Northline Robotics — ResearchNLR · Field Notes · 00:00:00Z

Research / Data & MLOps

Data & MLOps

From mowing runs to models

Every pass a robot cuts is also a recording. The hard part is not collecting that data — it is turning a torrent of raw sensor logs into labeled examples, sharper models, and a measurably better robot, on a loop that compounds. Here is how the data flywheel actually turns.

A robotic mower spends its summer doing the same thing thousands of times: drive a line, sense the world, decide, repeat. Most of that effort is thrown away the instant it happens. But it does not have to be. Every run is also a high-rate recording of a robot interacting with the messy real world — exactly the data that, handled well, makes the next robot better. The discipline of capturing that exhaust and feeding it back into the models is what separates a clever demo from a system that improves every season without anyone reinventing it.

This article is the data-processing cornerstone of the series.
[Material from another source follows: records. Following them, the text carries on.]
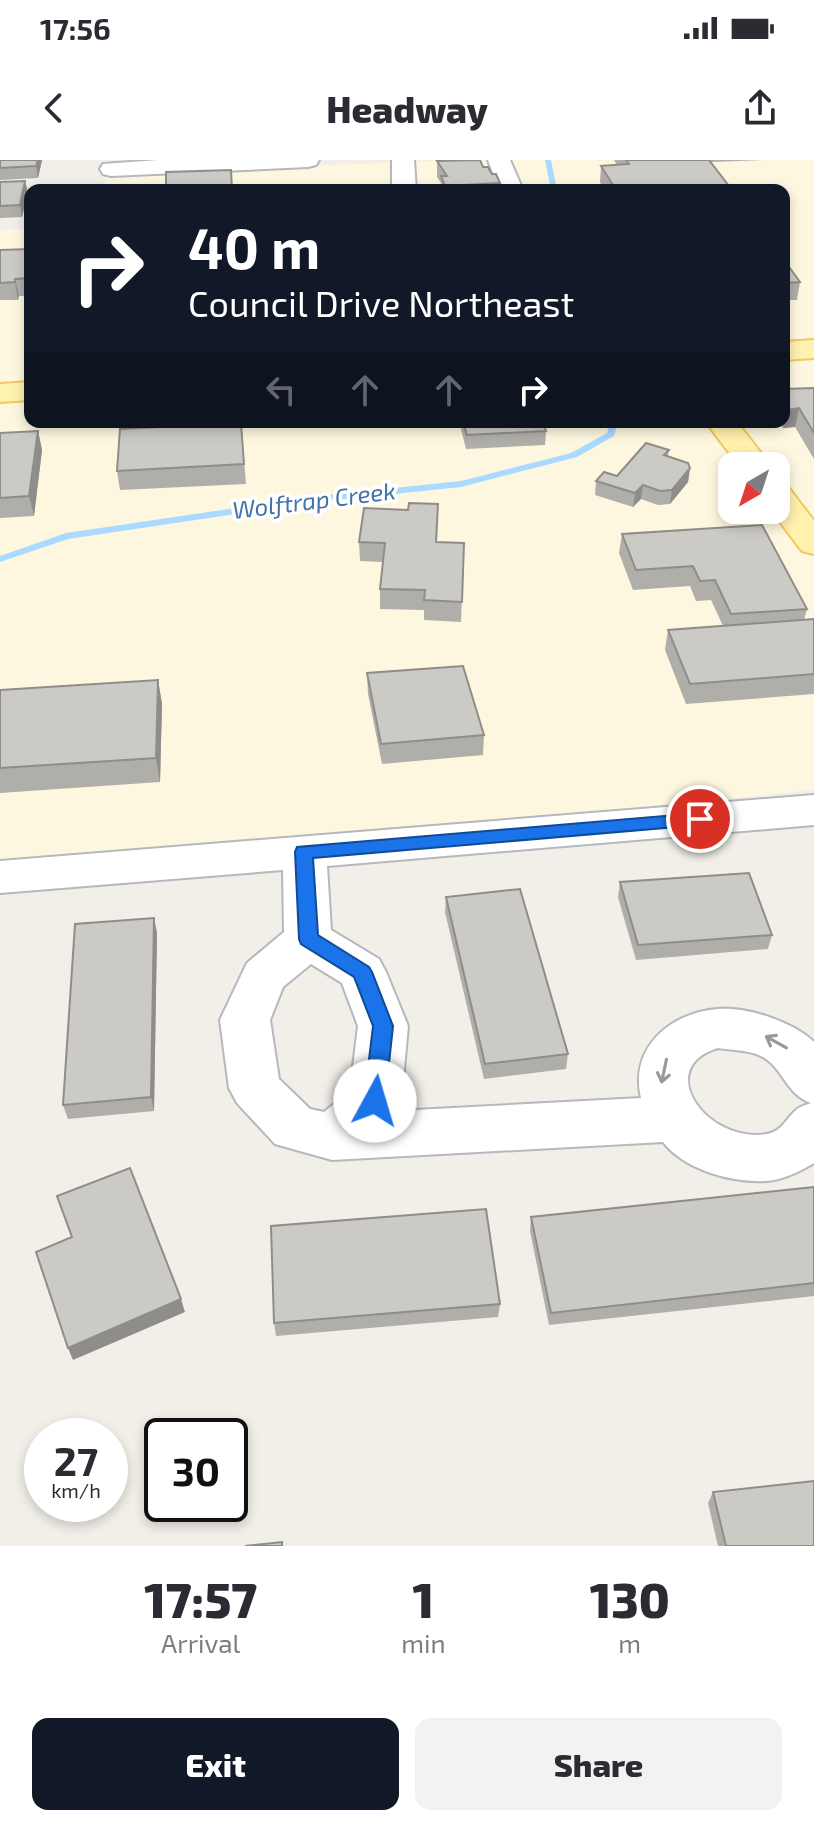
<!DOCTYPE html>
<html lang="en">
<head>
<meta charset="utf-8">
<style>
	:root { --surface:#fff; --page:#f2f2f3; --text:#2b2b33; --muted:#7c7c81; --accent:#111827 }
	body { margin:0; font-family:"Exo 2",sans-serif; background:var(--page); color:var(--text); height:100vh; display:flex; flex-direction:column; font-size:30px; white-space:nowrap }
	* { box-sizing:border-box; margin:0 }
	p { font-size:26px; color:var(--muted) }
	.icon { flex:none; width:44px; height:44px; fill:none; stroke:currentColor; stroke-width:2; stroke-linecap:round; stroke-linejoin:round }
	.map { position:relative; height:1386px; overflow:hidden }
	.drawer { display:flex; flex-direction:column; background:var(--surface); flex:1 }
	.drawer>* { flex:none }
	.top-card { position:absolute; left:24px; top:24px; width:766px; height:244px; border-radius:16px; box-shadow:0 4px 12px #0003; background:#111827; color:#fff; overflow:hidden }
	.needle { width:52px; rotate:219deg }
	.buttons { position:absolute; left:718px; top:292px; display:grid; gap:16px }
	.buttons a { display:grid; place-items:center; width:72px; height:72px; border-radius:16px; background:var(--surface); box-shadow:0 4px 12px #0003; font-size:40px }
	.speed { position:absolute; left:24px; top:1258px; display:flex; gap:16px; font-size:40px; font-weight:700; text-align:center }
	.speed>* { display:grid; place-content:center; width:104px; height:104px; border-radius:50%; background:var(--surface); box-shadow:0 4px 12px #0003; line-height:1 }
	.speed small { font-size:20px; font-weight:400 }
	.speed .limit { border:4px solid #111; border-radius:12px; background:#fff; color:#111 }
	.pin { position:absolute; display:grid; place-items:center; width:68px; height:68px; color:#fff; margin:-34px; border:4px solid #fff; border-radius:50%; box-shadow:0 2px 8px #0007 }
	.me { position:absolute; width:88px; margin:-44px; rotate:6deg; stroke-linejoin:round; filter:drop-shadow(0 0 6px #0008) }
	.turn { display:flex; align-items:center; gap:28px; height:168px; padding:0 32px; font-size:36px }
	.turn .icon { width:104px; height:104px; stroke-width:2.5 }
	.turn b { display:block; font-size:56px; line-height:68px }
	.lanes { display:flex; align-items:center; height:76px; padding:0 32px; background:#0003; justify-content:center; gap:40px; direction:ltr }
	.lanes .off { opacity:.35 }
	.eta { display:flex; justify-content:space-evenly; align-items:center; height:136px; text-align:center }
	.eta b { font-size:48px; font-weight:800; line-height:56px }
	.button { display:flex; gap:16px; margin-top:auto; padding:16px 32px }
	.button a { flex:1; height:92px; border-radius:16px; background:var(--accent); color:#fff; font-size:32px; font-weight:800; line-height:92px; text-align:center }
	.button a+a { background:var(--page); color:var(--text) }
	.status { display:flex; justify-content:space-between; align-items:center; height:56px; padding:0 40px; background:var(--surface); direction:ltr }
	.status svg { height:22px; fill:currentColor }
	header { display:flex; justify-content:space-between; align-items:center; height:104px; padding:0 32px; background:var(--surface); font-size:36px; font-weight:800 }
	.map>svg:first-child { display:block }
	.commercial { fill:#fef7e0; fill-rule:evenodd }
	.lines { fill:none; stroke-linecap:round; stroke-linejoin:round }
	.stream { fill:#aadaff; fill-rule:evenodd }
	.minor-casing { stroke:#b5b8bc; stroke-width:4 }
	.major-casing { stroke:#f2c960; stroke-width:4 }
	.minor { fill:#fff; fill-rule:evenodd }
	.major { fill:#fff2af; fill-rule:evenodd }
	.wall { fill:#afaea9 }
	.shaded-wall { fill:#8f8d8a }
	.building { fill:#cccac5; stroke:#8f8d8a; stroke-width:2 }
	.oneway { stroke:#979a9d }
	.route { fill:#1a73e8; stroke:#114b97; stroke-width:2 }
	.labels { text-anchor:middle; stroke-width:7; stroke-linejoin:round; paint-order:stroke }
	.far-water-label { font-size:24px; font-style:italic; fill:#4174aa; stroke:#fff }
</style>
</head>
<body>
<div class="status"><b>17:56</b><svg viewBox="0 0 49 12"><path d="M0 12V9h3v3zM5 12V6h3v6zM10 12V3h3v9zM15 12V0h3v12zM26 1h20v11H26zM47 4h2v5h-2z"/></svg></div>
<header><svg class="icon" aria-label="back" viewBox="0 0 24 24"><path d="M15 5l-7 7 7 7"/></svg>Headway<svg class="icon" aria-label="share" viewBox="0 0 24 24"><path d="M12 15V3M7 8l5-5 5 5M5 13v7h14v-7"/></svg></header>
<div class="map">
<svg width="814" height="1386" viewBox="0 0 814 1386">
	<rect width="100%" height="100%" fill="#f1efe8"/>
	<path class="commercial" d="M451 0H814V630L154 698 0 707V70L30 69V262H784V30H105L106 15ZM732 306H776V350H732Z"/>
	<g class="lines">
		<g class="stream">
			<polygon points="545,0 551,0 557,30 551,30"/>
			<polygon points="610,262 618,262 614,276 577,297 461,327 317,342 68,379 0,402 0,396 66,373 317,336 461,321 571,293 607,273"/>
		</g>
		<defs>
			<g id="minor">
				<polygon points="158,0 319,0 316,5 308,7 111,16 103,14 100,9 103,4"/>
				<polygon points="392,0 414,0 416,30 392,30"/>
				<polygon points="488,0 510,0 523,30 499,30"/>
				<path d="M814 635V665L327 706 331 770 379 799 386 812 408 866 401 941 396 951 641 938C629 888 670 853 717 849 747 846 793 862 814 882V1003C801 1011 782 1020 767 1021 732 1023 685 1010 663 982L332 1000 275 984 237 943 229 928 220 860 247 803 284 772 283 710 0 733V701ZM311 804 342 823 358 866 350 931 324 952 310 949 279 919 270 860 283 827ZM718 888C730 890 745 890 756 894 783 903 784 934 811 943 806 945 798 947 795 951 786 959 781 972 767 974 707 984 652 908 718 888Z"/>
			</g>
			<g id="major">
				<polygon points="814,180 814,198 784,200 784,182"/>
				<polygon points="30,222 30,240 0,242 0,224"/>
				<polygon points="706,262 737,262 771,306 739,306"/>
				<polygon points="776,324 788,327 814,361 814,394 802,391 771,350 776,350"/>
			</g>
		</defs>
		<use href="#minor" class="minor-casing"/>
		<use href="#major" class="major-casing"/>
		<use href="#minor" class="minor"/>
		<use href="#major" class="major"/>
	</g>
	<g class="wall">
		<polygon points="0,0 42,0 38,18 0,20"/>
		<polygon points="614,0 764,0 711,2 732,30 604,30 600,22 601,6 617,5"/>
		<polygon points="437,1 483,7 500,23 499,30 441,30 441,23 437,17"/>
		<polygon points="25,21 28,33 22,57 0,58 0,22"/>
		<polygon points="30,89 30,136 19,136 18,140 0,140 0,90"/>
		<polygon points="784,100 800,122 797,140 784,140"/>
		<polygon points="814,228 814,299 795,267 783,268 779,262 784,262 784,245"/>
		<polygon points="461,262 543,262 546,271 545,285 466,289 461,269"/>
		<polygon points="241,263 246,324 120,330 117,311"/>
		<polygon points="38,271 42,290 34,356 0,358 0,273"/>
		<polygon points="669,290 668,296 690,308 688,322 670,344 658,345 641,339 633,347 595,335 596,321 617,316"/>
		<polygon points="438,344 437,382 464,383 461,462 424,460 424,450 380,449 380,429 383,402 360,401 359,382 408,350"/>
		<polygon points="622,374 807,449 804,460 814,459 814,534 686,544 665,490 668,470 723,466 711,440 696,441 690,426 633,430 619,393"/>
		<polygon points="367,513 484,575 483,595 382,604 368,534"/>
		<polygon points="158,520 162,544 160,622 0,633 0,530"/>
		<polygon points="620,722 772,775 768,789 636,800 618,737"/>
		<polygon points="446,737 568,894 566,909 484,919 445,752"/>
		<polygon points="154,758 157,773 154,951 68,959 63,945"/>
		<polygon points="814,1027 814,1136 549,1165 530,1071 531,1057"/>
		<polygon points="500,1144 498,1157 276,1176 274,1163"/>
		<polygon points="713,1332 814,1386 718,1386 708,1343"/>
	</g>
	<g class="shaded-wall">
		<polygon points="38,0 42,0 38,18 36,6"/>
		<polygon points="25,21 28,33 22,57 20,45"/>
		<polygon points="15,119 19,136 18,140 15,122"/>
		<polygon points="799,248 795,267 783,268 787,250"/>
		<polygon points="38,271 42,290 34,356 29,336"/>
		<polygon points="690,308 688,322 670,344 672,330"/>
		<polygon points="643,325 641,339 633,347 635,333"/>
		<polygon points="158,520 162,544 160,622 156,598"/>
		<polygon points="154,758 157,773 154,951 151,937"/>
		<polygon points="181,1139 185,1152 73,1200 68,1188"/>
	</g>
	<g class="building">
		<polygon points="0,0 38,0 36,6 0,8"/>
		<polygon points="480,0 483,7 488,7 492,14 496,14 500,23 445,26 441,16 447,16 437,1"/>
		<polygon points="626,0 709,0 732,30 616,30 601,6 629,4"/>
		<polygon points="231,10 232,30 166,30 166,12"/>
		<polygon points="25,21 20,45 0,46 0,22"/>
		<polygon points="30,89 30,118 15,119 15,122 0,123 0,90"/>
		<polygon points="784,100 800,122 784,123"/>
		<polygon points="814,228 814,273 799,248 787,250 784,245 784,229"/>
		<polygon points="463,262 543,262 546,271 467,275"/>
		<polygon points="241,263 244,304 117,311 120,269"/>
		<polygon points="38,271 29,336 0,338 0,273"/>
		<polygon points="646,283 669,290 664,295 688,303 690,308 672,330 660,331 643,325 635,333 596,321 604,312 617,316"/>
		<polygon points="409,343 438,344 436,382 464,383 462,442 424,440 425,430 380,429 385,383 359,382 364,348 408,350"/>
		<polygon points="762,365 807,449 731,454 715,420 700,421 693,406 636,410 622,374"/>
		<polygon points="814,459 814,514 690,524 668,470"/>
		<polygon points="463,506 484,575 381,584 367,513"/>
		<polygon points="158,520 156,598 0,608 0,530"/>
		<polygon points="749,713 772,775 638,785 620,722"/>
		<polygon points="520,729 568,894 485,904 446,737"/>
		<polygon points="154,758 151,937 63,945 75,764"/>
		<polygon points="130,1008 181,1139 68,1188 36,1092 72,1077 57,1036"/>
		<polygon points="814,1027 814,1123 551,1153 531,1057"/>
		<polygon points="486,1049 500,1144 274,1163 271,1066"/>
		<polygon points="814,1321 814,1386 726,1386 713,1332"/>
		<polygon points="282,1382 282,1386 245,1386"/>
	</g>
	<defs><path id="oneway-shaft" d="M-6 0H5M1.5-3L5.5 0L1.5 3" fill="none" stroke-width="1.6" stroke-linecap="round" stroke-linejoin="round" transform="scale(2)"/></defs>
	<g class="oneway">
		<use href="#oneway-shaft" transform="translate(776 882) rotate(-151)"/>
		<use href="#oneway-shaft" transform="translate(664 911) rotate(102)"/>
	</g>
	<polygon class="route" points="700,653 709,659 700,665 313,698 318,775 369,807 372,812 393,866 385,941 382,948 375,950 367,948 364,941 373,866 354,817 301,784 299,779 295,692 297,687"/>
	<g class="labels">
		<g class="far-water-label">
			<text transform="translate(314 341) rotate(-7)" y="8">Wolftrap Creek</text>
		</g>
	</g>
</svg>
<div class="buttons">
<a><svg class="needle" viewBox="-14 -14 28 28"><path d="M0-13l5 13h-10z" fill="#e53935"/><path d="M0 13l5-13h-10z" fill="#7c7c81"/></svg></a>
</div>
<div class="speed"><div>27<small>km/h</small></div><div class="limit">30</div></div>
<div class="pin" style="left:700px;top:659px;background:#d93025"><svg class="icon" aria-label="arrive" viewBox="0 0 24 24"><path d="M6 21V4h12l-3 4 3 4H6"/></svg></div>
<svg class="me" style="left:375px;top:941px" viewBox="-20 -20 40 40"><circle r="19" fill="#fff"/><path d="M0-13L10 11 0 6-10 11z" fill="#1a73e8"/></svg>
<div class="top-card">
<div class="turn"><svg class="icon" aria-label="right" viewBox="0 0 24 24"><path d="M7 20v-9h11M14 6l5 5-5 5"/></svg><div><b>40 m</b>Council Drive Northeast</div></div>
<div class="lanes"><svg class="icon off" aria-label="left" viewBox="0 0 24 24"><path d="M17 20v-9H6M10 6l-5 5 5 5"/></svg><svg class="icon off" aria-label="ahead" viewBox="0 0 24 24"><path d="M12 20V5M6 11l6-6 6 6"/></svg><svg class="icon off" aria-label="ahead" viewBox="0 0 24 24"><path d="M12 20V5M6 11l6-6 6 6"/></svg><svg class="icon" aria-label="right" viewBox="0 0 24 24"><path d="M7 20v-9h11M14 6l5 5-5 5"/></svg></div>
</div>
</div>
<section class="drawer">
<div class="eta">
<div><b>17:57</b><p>Arrival</p></div>
<div><b>1</b><p>min</p></div>
<div><b>130</b><p>m</p></div>
</div>
<div class="button"><a>Exit</a><a>Share</a></div>
</section>
</body>
</html>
It walks through the loop a fleet runs to convert operational runs into labeled data, models, and improved behavior — the engineering pipeline that ingests sensor logs, the labeling tricks that make annotation affordable, the active-learning math that decides what is worth a human's attention, and the MLOps that ships a new model to the field safely. None of it is mower-specific. It is the same flywheel for any robot fleet, on the ground or in the air.

01The data flywheel

The "flywheel" is a deliberately mechanical metaphor: a heavy wheel that is hard to start but, once spinning, stores momentum and resists slowing. In a data product the wheel has four stations, and each turn feeds the next:

  • Operations — the fleet runs in the field and generates sensor logs, outcomes, and interventions.
  • Data — those runs are ingested, curated, and turned into labeled training examples.
  • Models — better data trains better perception, prediction, and policy models.
  • Better operations — improved models reduce failures and unlock new sites, which generates more and more diverse runs — and the wheel comes back around heavier.

The compounding is the point. A robot that handles more conditions gets deployed more widely; wider deployment surfaces rarer edge cases; those edge cases, once labeled and learned, raise the floor again. The hard truth underneath the metaphor is that the wheel does not turn for free. Raw data is not knowledge — it is a liability until processed, and most of the engineering is in the between stations, not the stations themselves.

Operations Data ingest · label · curate Models train · evaluate Better ops fewer failures · new sites the fleet runs active learning uncertain → label
Fig. 1 — The flywheel. Operations produce data; data trains models; better models improve operations, which produce more and richer data. Active learning (the red spoke) routes the model's own uncertainty back to human labelers so each turn spends effort where it pays.

02From robot to repository: the data pipeline

Before any learning happens there is a sizeable data-engineering problem: getting bytes off the robot, intact and intelligible, at sane cost. A single platform might carry a camera or two, an IMU at hundreds of hertz, wheel encoders, GNSS, and sometimes lidar — together easily tens to hundreds of gigabytes per operating hour of raw streams. You cannot ship all of it, and you cannot keep all of it forever.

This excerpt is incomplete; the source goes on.